Joseph Addison labeled Daniel Defoe “a false, shuffling, prevaricating rascal,” and even his 19th-century biographer, William Minto, admitted that Defoe was “perhaps the greatest liar that ever lived.” Yet he is also considered the first real journalist. “For a faker,” Nicholson Baker says, “Defoe had an enormous appetite for truth and life and bloody specificity.”

Both Defoes—the dissembler and the earnest seeker of truth—hover over one of his greatest creations, A Journal of the Plague Year. Published in 1722, when Defoe was in his sixties, it’s a first-person account of London’s great plague of 1665. The “first person” is not Defoe, but a saddler named H. F., who vividly describes such things as the “terrible pit” where the carts dump bodies that fall “promiscuously,” and the city so numbed by death that nobody looked up when a woman “gave three frightful screeches, and then cried, ‘Oh! death, death, death!’” In all ways, A Journal of the Plague Year is, Baker asserts, “an astounding performance. It’s shocking, it’s messy, it’s moving.” But is it true?

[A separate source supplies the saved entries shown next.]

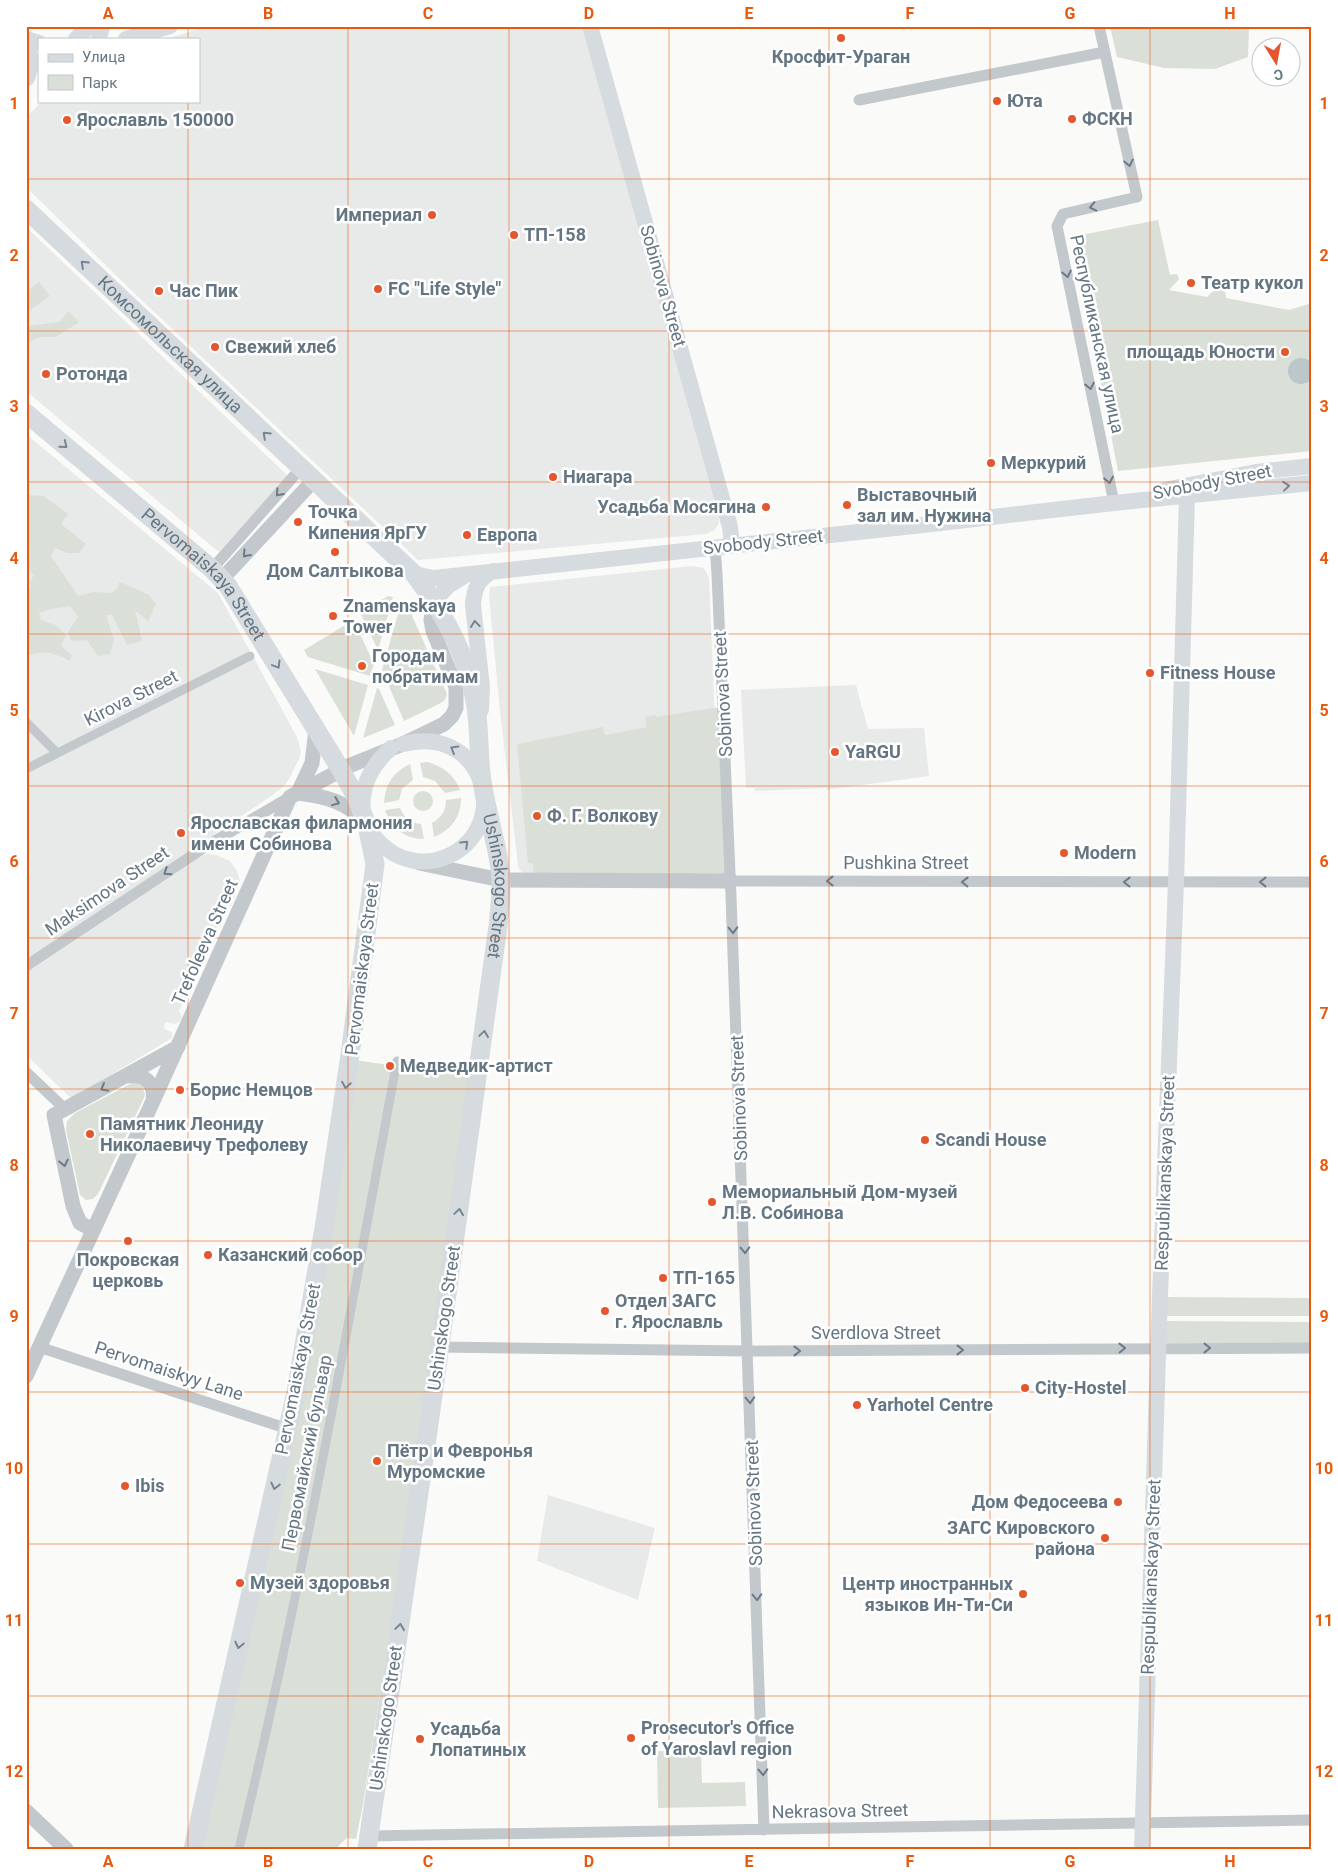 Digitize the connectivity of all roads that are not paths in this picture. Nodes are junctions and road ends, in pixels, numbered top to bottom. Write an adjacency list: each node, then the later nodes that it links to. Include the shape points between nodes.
1 (89, 26): 6 (main road)
2 (103, 26): 7 (main road)
3 (170, 26): 8 (main road)
4 (1099, 26): 12 (street, Республиканская улица)
5 (591, 27): 24 (main road, Sobinova Street, via 730,527)
6 (77, 38)
7 (99, 38)
8 (129, 38)
9 (26, 39): 10 (main road)
10 (38, 43)
11 (26, 47): 13 (main road, via 30,63)
12 (1105, 52): 16 (street); 23 (street, Республиканская улица, one-way to 23, via 1136,197 1063,214 1056,226)
13 (26, 77)
14 (38, 78): 15 (main road)
15 (26, 84)
16 (860, 100)
17 (26, 209): 20 (main road, Комсомольская улица, one-way to 17)
18 (26, 413): 27 (main road, Pervomaiskaya Street, one-way to 27)
19 (1312, 466): 22 (main road, Svobody Street, via 1199,482)
20 (308, 474): 27 (street, one-way to 27); 28 (main road, Комсомольская улица)
21 (1312, 483): 22 (main road, Svobody Street, one-way to 21)
22 (1180, 492): 23 (main road, Svobody Street); 45 (main road, Respublikanskaya Street)
23 (1114, 503): 24 (main road, Svobody Street)
24 (732, 546): 25 (main road, Svobody Street)
25 (715, 547): 26 (main road, Svobody Street); 44 (street, Sobinova Street)
26 (493, 571): 29 (main road, Svobody Street); 33 (main road, one-way to 26, via 482,687 474,594 480,580)
27 (217, 574): 34 (main road, Pervomaiskaya Street, one-way to 34, via 234,595)
28 (414, 574): 29 (main road, Svobody Street, via 434,578); 30 (main road)
29 (468, 574): 30 (main road, via 448,586)
30 (434, 601): 33 (main road, via 467,669); 35 (street, via 433,631 456,687 456,708 444,724)
31 (250, 656): 36 (street, Kirova Street)
32 (26, 722): 36 (street)
33 (478, 724): 39 (main road)
34 (316, 730): 38 (main road, Pervomaiskaya Street); 40 (street, Trefoleeva Street, via 312,764)
35 (397, 746): 38 (street); 39 (main road, one-way to 35, via 471,763 452,747 428,740); 41 (main road, via 375,763 365,782 362,804)
36 (58, 753): 37 (street, Kirova Street)
37 (26, 769)
38 (341, 770): 40 (street); 41 (main road, Pervomaiskaya Street)
39 (483, 787): 42 (main road, one-way to 39, via 432,861 446,857 470,841 482,815); 43 (main road, Ushinskogo Street)
40 (294, 795): 41 (street, one-way to 41, via 317,795 340,803 359,815); 47 (street, Maksimova Street, one-way to 47, via 208,845); 48 (street, Trefoleeva Street)
41 (367, 825): 42 (main road, via 382,846); 61 (main road, Pervomaiskaya Street, one-way to 61, via 375,864 371,904 324,1228)
42 (404, 859): 43 (street, Pushkina Street)
43 (501, 880): 44 (street, Pushkina Street); 56 (main road, Ushinskogo Street, one-way to 43, via 495,953)
44 (731, 881): 45 (street, Pushkina Street, one-way to 44); 59 (street, Sobinova Street, one-way to 59)
45 (1176, 882): 46 (street, Pushkina Street, one-way to 45); 57 (main road, Respublikanskaya Street)
46 (1312, 882)
47 (26, 966)
48 (178, 1047): 51 (street); 52 (street, Trefoleeva Street)
49 (397, 1061): 69 (street, Первомайский бульвар, via 300,1573)
50 (26, 1072): 53 (street, via 50,1095)
51 (124, 1077): 52 (street, via 138,1075 148,1080 154,1090); 53 (street, one-way to 53)
52 (153, 1101): 54 (street, Trefoleeva Street)
53 (60, 1112): 54 (street, one-way to 54, via 73,1206 80,1223)
54 (93, 1230): 55 (street, Trefoleeva Street)
55 (39, 1347): 60 (street, Trefoleeva Street); 61 (street, Pervomaiskyy Lane)
56 (440, 1348): 59 (street, Sverdlova Street); 66 (main road, Ushinskogo Street, one-way to 56)
57 (1158, 1348): 58 (street, Sverdlova Street, one-way to 58); 59 (street, Sverdlova Street, one-way to 57); 64 (main road, Respublikanskaya Street)
58 (1312, 1348)
59 (748, 1351): 65 (street, Sobinova Street, one-way to 65)
60 (26, 1376)
61 (288, 1429): 68 (main road, Pervomaiskaya Street, one-way to 68)
62 (26, 1811): 67 (street)
63 (1312, 1820): 64 (street, Nekrasova Street)
64 (1143, 1824): 65 (street, Nekrasova Street); 70 (main road, Respublikanskaya Street)
65 (764, 1830): 66 (street, Nekrasova Street)
66 (368, 1842)
67 (66, 1849)
68 (193, 1849)
69 (239, 1849)
70 (1142, 1849) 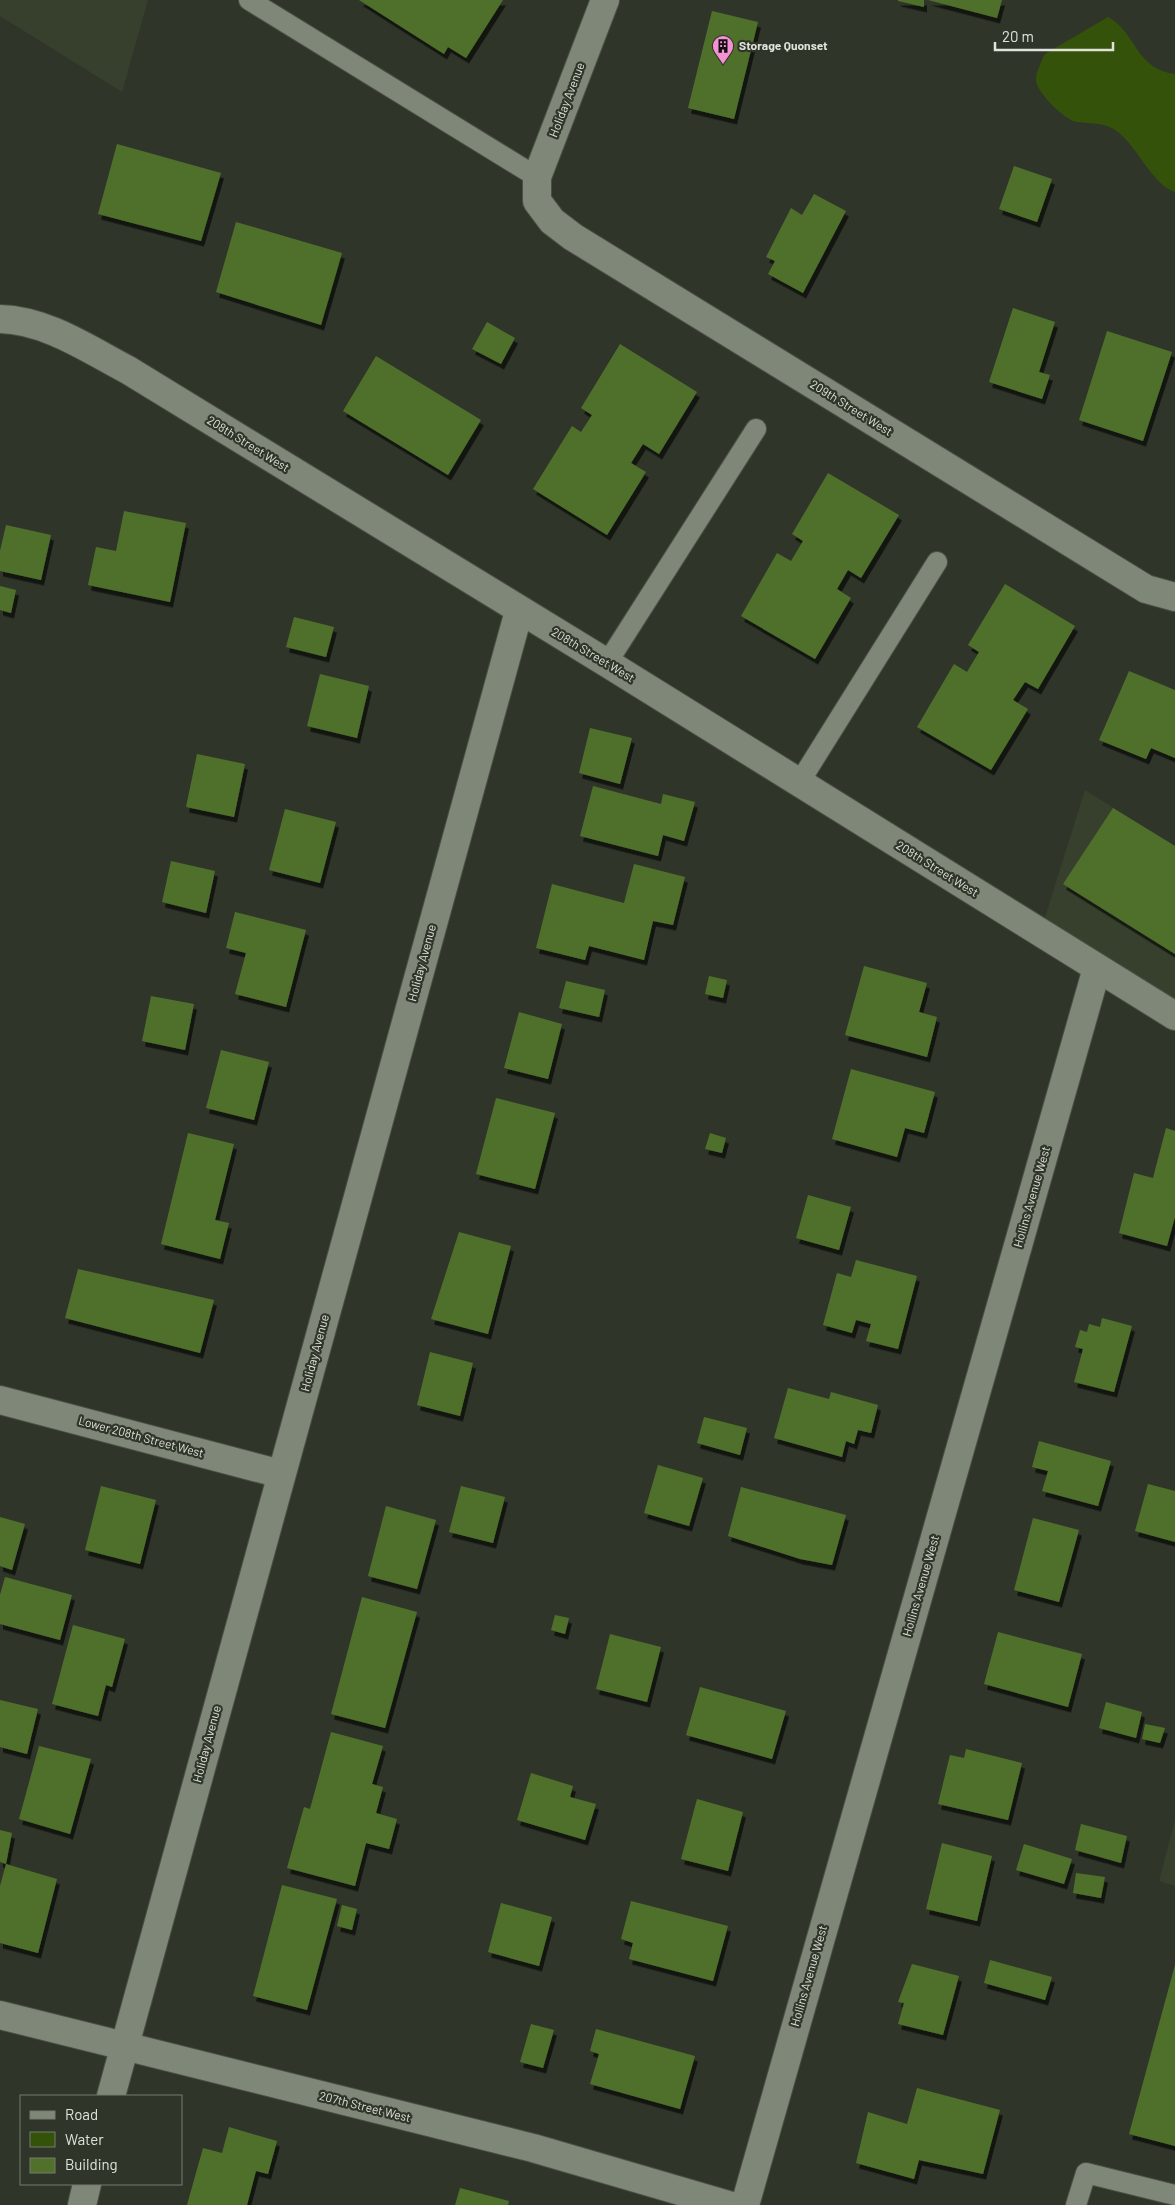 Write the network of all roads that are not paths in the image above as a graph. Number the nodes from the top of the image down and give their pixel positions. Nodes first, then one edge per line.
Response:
1 (249, 0) edge
2 (605, 0) edge
3 (537, 189) junction
4 (0, 319) edge
5 (756, 429) dead end
6 (937, 562) dead end
7 (1175, 597) edge
8 (519, 610) junction
9 (607, 663) junction
10 (799, 783) junction
11 (1097, 968) junction
12 (1175, 1016) edge
13 (0, 1400) edge
14 (281, 1474) junction
15 (0, 2015) edge
16 (124, 2047) junction
17 (111, 2095) edge
18 (88, 2185) edge
19 (1175, 2195) edge
20 (82, 2205) edge
21 (728, 2205) edge
22 (745, 2205) edge
23 (1076, 2205) edge

1 - 3 lane
2 - 3 street, Holiday Avenue
3 - 7 street, 209th Street West
4 - 8 street, 208th Street West
5 - 9 lane
6 - 10 lane
8 - 9 street, 208th Street West
8 - 14 street, Holiday Avenue
9 - 10 street, 208th Street West
10 - 11 street, 208th Street West
11 - 12 street, 208th Street West
11 - 22 street, Hollins Avenue West
13 - 14 street, Lower 208th Street West
14 - 16 street, Holiday Avenue
15 - 16 street, 207th Street West
16 - 17 street, Holiday Avenue
16 - 21 street, 207th Street West
18 - 20 street
19 - 23 lane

Determining an answer is as difficult as verifying details about the prolific writer’s life. He was born, most likely in late 1660, to a London butcher or candle maker named James Foe; the Frenchified version of the family name was the writer’s affectation. Defoe worked as a hosier, tile maker, and speculator while penning satirical pamphlets on the side, but suffered a series of bankruptcies, from which some of his wealthy literary patrons rescued him. In the early 1700s, one of his writings landed him in Newgate Prison for a time, where he started a newspaper, the Review. According to Baker, the author of both fiction and nonfiction books, Defoe’s appetite for news was boundless. A character in one of Defoe’s works, Colonel Jack, doubtless spoke for his creator: “In this way of Talk I was always upon the Inquiry, asking Questions of things done in Publick, as well as in Private.”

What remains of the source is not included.